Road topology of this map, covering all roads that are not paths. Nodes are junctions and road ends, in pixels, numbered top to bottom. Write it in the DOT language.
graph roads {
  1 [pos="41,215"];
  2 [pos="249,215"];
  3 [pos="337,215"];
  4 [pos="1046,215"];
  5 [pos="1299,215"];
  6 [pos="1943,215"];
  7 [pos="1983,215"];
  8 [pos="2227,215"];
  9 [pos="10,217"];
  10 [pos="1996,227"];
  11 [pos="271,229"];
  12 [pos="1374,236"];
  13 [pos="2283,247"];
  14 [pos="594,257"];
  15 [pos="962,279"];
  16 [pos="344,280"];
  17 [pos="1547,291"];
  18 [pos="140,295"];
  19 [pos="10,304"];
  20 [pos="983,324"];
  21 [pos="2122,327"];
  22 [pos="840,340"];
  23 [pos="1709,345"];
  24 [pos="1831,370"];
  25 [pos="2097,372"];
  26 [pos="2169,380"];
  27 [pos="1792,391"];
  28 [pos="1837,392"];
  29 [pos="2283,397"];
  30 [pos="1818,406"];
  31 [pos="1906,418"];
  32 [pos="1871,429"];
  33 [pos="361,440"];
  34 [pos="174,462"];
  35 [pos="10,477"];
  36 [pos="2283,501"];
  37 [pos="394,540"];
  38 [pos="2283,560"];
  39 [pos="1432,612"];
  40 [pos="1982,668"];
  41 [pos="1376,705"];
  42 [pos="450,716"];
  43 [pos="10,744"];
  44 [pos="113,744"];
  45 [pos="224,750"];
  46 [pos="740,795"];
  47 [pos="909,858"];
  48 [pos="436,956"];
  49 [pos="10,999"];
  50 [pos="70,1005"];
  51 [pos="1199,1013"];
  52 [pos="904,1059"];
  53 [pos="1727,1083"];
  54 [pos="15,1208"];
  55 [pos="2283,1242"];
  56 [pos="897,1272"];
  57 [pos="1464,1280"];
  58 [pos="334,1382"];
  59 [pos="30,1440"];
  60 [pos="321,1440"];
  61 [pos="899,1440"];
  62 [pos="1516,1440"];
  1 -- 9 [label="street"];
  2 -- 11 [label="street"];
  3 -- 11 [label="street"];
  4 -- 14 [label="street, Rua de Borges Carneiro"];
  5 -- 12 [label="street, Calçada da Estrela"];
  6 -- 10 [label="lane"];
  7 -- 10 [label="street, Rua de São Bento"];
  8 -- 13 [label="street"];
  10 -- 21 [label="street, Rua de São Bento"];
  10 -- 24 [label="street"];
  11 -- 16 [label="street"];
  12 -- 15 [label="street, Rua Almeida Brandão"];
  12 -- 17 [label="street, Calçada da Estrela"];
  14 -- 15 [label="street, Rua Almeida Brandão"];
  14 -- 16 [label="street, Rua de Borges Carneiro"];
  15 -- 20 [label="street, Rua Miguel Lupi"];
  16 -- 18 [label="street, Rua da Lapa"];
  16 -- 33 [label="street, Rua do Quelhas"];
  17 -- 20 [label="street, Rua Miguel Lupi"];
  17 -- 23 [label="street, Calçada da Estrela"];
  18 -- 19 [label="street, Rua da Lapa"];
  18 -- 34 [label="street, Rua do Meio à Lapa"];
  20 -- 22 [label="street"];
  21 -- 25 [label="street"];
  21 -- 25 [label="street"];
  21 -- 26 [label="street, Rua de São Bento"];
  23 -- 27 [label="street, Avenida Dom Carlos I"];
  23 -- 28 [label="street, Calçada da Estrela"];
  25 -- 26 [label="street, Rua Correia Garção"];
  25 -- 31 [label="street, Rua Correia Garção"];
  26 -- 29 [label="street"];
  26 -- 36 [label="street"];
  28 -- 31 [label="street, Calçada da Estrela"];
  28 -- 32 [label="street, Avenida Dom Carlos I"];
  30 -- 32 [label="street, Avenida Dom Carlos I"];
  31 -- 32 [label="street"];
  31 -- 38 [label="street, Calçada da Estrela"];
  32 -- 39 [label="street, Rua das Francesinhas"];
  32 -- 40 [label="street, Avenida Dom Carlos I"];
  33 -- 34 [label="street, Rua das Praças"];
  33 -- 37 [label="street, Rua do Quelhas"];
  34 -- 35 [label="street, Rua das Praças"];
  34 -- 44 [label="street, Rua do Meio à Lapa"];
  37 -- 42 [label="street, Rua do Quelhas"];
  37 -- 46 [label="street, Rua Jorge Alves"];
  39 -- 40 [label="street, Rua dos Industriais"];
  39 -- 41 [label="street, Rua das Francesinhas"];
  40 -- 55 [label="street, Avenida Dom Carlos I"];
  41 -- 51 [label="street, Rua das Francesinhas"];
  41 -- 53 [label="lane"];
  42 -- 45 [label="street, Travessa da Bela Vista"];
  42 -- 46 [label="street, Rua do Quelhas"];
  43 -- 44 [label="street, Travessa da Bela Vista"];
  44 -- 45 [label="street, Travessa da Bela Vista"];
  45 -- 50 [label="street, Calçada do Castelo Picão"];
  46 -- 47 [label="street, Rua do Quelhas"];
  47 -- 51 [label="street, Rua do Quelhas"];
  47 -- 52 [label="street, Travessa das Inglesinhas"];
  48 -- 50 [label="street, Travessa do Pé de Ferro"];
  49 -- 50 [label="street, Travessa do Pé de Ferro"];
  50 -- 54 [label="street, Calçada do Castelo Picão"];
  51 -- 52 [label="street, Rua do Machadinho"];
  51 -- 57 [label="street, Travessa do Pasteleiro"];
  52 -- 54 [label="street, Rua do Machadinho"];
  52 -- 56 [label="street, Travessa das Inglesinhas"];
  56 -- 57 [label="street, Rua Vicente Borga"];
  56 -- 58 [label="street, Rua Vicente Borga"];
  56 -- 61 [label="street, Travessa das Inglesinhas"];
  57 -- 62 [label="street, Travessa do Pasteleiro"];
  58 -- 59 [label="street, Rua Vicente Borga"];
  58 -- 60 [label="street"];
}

§ What you have to do
Give back the whole listing above. Keep every character the same.

§ Finished exercise
Road topology of this map, covering all roads that are not paths. Nodes are junctions and road ends, in pixels, numbered top to bottom. Write it in the DOT language.
graph roads {
  1 [pos="41,215"];
  2 [pos="249,215"];
  3 [pos="337,215"];
  4 [pos="1046,215"];
  5 [pos="1299,215"];
  6 [pos="1943,215"];
  7 [pos="1983,215"];
  8 [pos="2227,215"];
  9 [pos="10,217"];
  10 [pos="1996,227"];
  11 [pos="271,229"];
  12 [pos="1374,236"];
  13 [pos="2283,247"];
  14 [pos="594,257"];
  15 [pos="962,279"];
  16 [pos="344,280"];
  17 [pos="1547,291"];
  18 [pos="140,295"];
  19 [pos="10,304"];
  20 [pos="983,324"];
  21 [pos="2122,327"];
  22 [pos="840,340"];
  23 [pos="1709,345"];
  24 [pos="1831,370"];
  25 [pos="2097,372"];
  26 [pos="2169,380"];
  27 [pos="1792,391"];
  28 [pos="1837,392"];
  29 [pos="2283,397"];
  30 [pos="1818,406"];
  31 [pos="1906,418"];
  32 [pos="1871,429"];
  33 [pos="361,440"];
  34 [pos="174,462"];
  35 [pos="10,477"];
  36 [pos="2283,501"];
  37 [pos="394,540"];
  38 [pos="2283,560"];
  39 [pos="1432,612"];
  40 [pos="1982,668"];
  41 [pos="1376,705"];
  42 [pos="450,716"];
  43 [pos="10,744"];
  44 [pos="113,744"];
  45 [pos="224,750"];
  46 [pos="740,795"];
  47 [pos="909,858"];
  48 [pos="436,956"];
  49 [pos="10,999"];
  50 [pos="70,1005"];
  51 [pos="1199,1013"];
  52 [pos="904,1059"];
  53 [pos="1727,1083"];
  54 [pos="15,1208"];
  55 [pos="2283,1242"];
  56 [pos="897,1272"];
  57 [pos="1464,1280"];
  58 [pos="334,1382"];
  59 [pos="30,1440"];
  60 [pos="321,1440"];
  61 [pos="899,1440"];
  62 [pos="1516,1440"];
  1 -- 9 [label="street"];
  2 -- 11 [label="street"];
  3 -- 11 [label="street"];
  4 -- 14 [label="street, Rua de Borges Carneiro"];
  5 -- 12 [label="street, Calçada da Estrela"];
  6 -- 10 [label="lane"];
  7 -- 10 [label="street, Rua de São Bento"];
  8 -- 13 [label="street"];
  10 -- 21 [label="street, Rua de São Bento"];
  10 -- 24 [label="street"];
  11 -- 16 [label="street"];
  12 -- 15 [label="street, Rua Almeida Brandão"];
  12 -- 17 [label="street, Calçada da Estrela"];
  14 -- 15 [label="street, Rua Almeida Brandão"];
  14 -- 16 [label="street, Rua de Borges Carneiro"];
  15 -- 20 [label="street, Rua Miguel Lupi"];
  16 -- 18 [label="street, Rua da Lapa"];
  16 -- 33 [label="street, Rua do Quelhas"];
  17 -- 20 [label="street, Rua Miguel Lupi"];
  17 -- 23 [label="street, Calçada da Estrela"];
  18 -- 19 [label="street, Rua da Lapa"];
  18 -- 34 [label="street, Rua do Meio à Lapa"];
  20 -- 22 [label="street"];
  21 -- 25 [label="street"];
  21 -- 25 [label="street"];
  21 -- 26 [label="street, Rua de São Bento"];
  23 -- 27 [label="street, Avenida Dom Carlos I"];
  23 -- 28 [label="street, Calçada da Estrela"];
  25 -- 26 [label="street, Rua Correia Garção"];
  25 -- 31 [label="street, Rua Correia Garção"];
  26 -- 29 [label="street"];
  26 -- 36 [label="street"];
  28 -- 31 [label="street, Calçada da Estrela"];
  28 -- 32 [label="street, Avenida Dom Carlos I"];
  30 -- 32 [label="street, Avenida Dom Carlos I"];
  31 -- 32 [label="street"];
  31 -- 38 [label="street, Calçada da Estrela"];
  32 -- 39 [label="street, Rua das Francesinhas"];
  32 -- 40 [label="street, Avenida Dom Carlos I"];
  33 -- 34 [label="street, Rua das Praças"];
  33 -- 37 [label="street, Rua do Quelhas"];
  34 -- 35 [label="street, Rua das Praças"];
  34 -- 44 [label="street, Rua do Meio à Lapa"];
  37 -- 42 [label="street, Rua do Quelhas"];
  37 -- 46 [label="street, Rua Jorge Alves"];
  39 -- 40 [label="street, Rua dos Industriais"];
  39 -- 41 [label="street, Rua das Francesinhas"];
  40 -- 55 [label="street, Avenida Dom Carlos I"];
  41 -- 51 [label="street, Rua das Francesinhas"];
  41 -- 53 [label="lane"];
  42 -- 45 [label="street, Travessa da Bela Vista"];
  42 -- 46 [label="street, Rua do Quelhas"];
  43 -- 44 [label="street, Travessa da Bela Vista"];
  44 -- 45 [label="street, Travessa da Bela Vista"];
  45 -- 50 [label="street, Calçada do Castelo Picão"];
  46 -- 47 [label="street, Rua do Quelhas"];
  47 -- 51 [label="street, Rua do Quelhas"];
  47 -- 52 [label="street, Travessa das Inglesinhas"];
  48 -- 50 [label="street, Travessa do Pé de Ferro"];
  49 -- 50 [label="street, Travessa do Pé de Ferro"];
  50 -- 54 [label="street, Calçada do Castelo Picão"];
  51 -- 52 [label="street, Rua do Machadinho"];
  51 -- 57 [label="street, Travessa do Pasteleiro"];
  52 -- 54 [label="street, Rua do Machadinho"];
  52 -- 56 [label="street, Travessa das Inglesinhas"];
  56 -- 57 [label="street, Rua Vicente Borga"];
  56 -- 58 [label="street, Rua Vicente Borga"];
  56 -- 61 [label="street, Travessa das Inglesinhas"];
  57 -- 62 [label="street, Travessa do Pasteleiro"];
  58 -- 59 [label="street, Rua Vicente Borga"];
  58 -- 60 [label="street"];
}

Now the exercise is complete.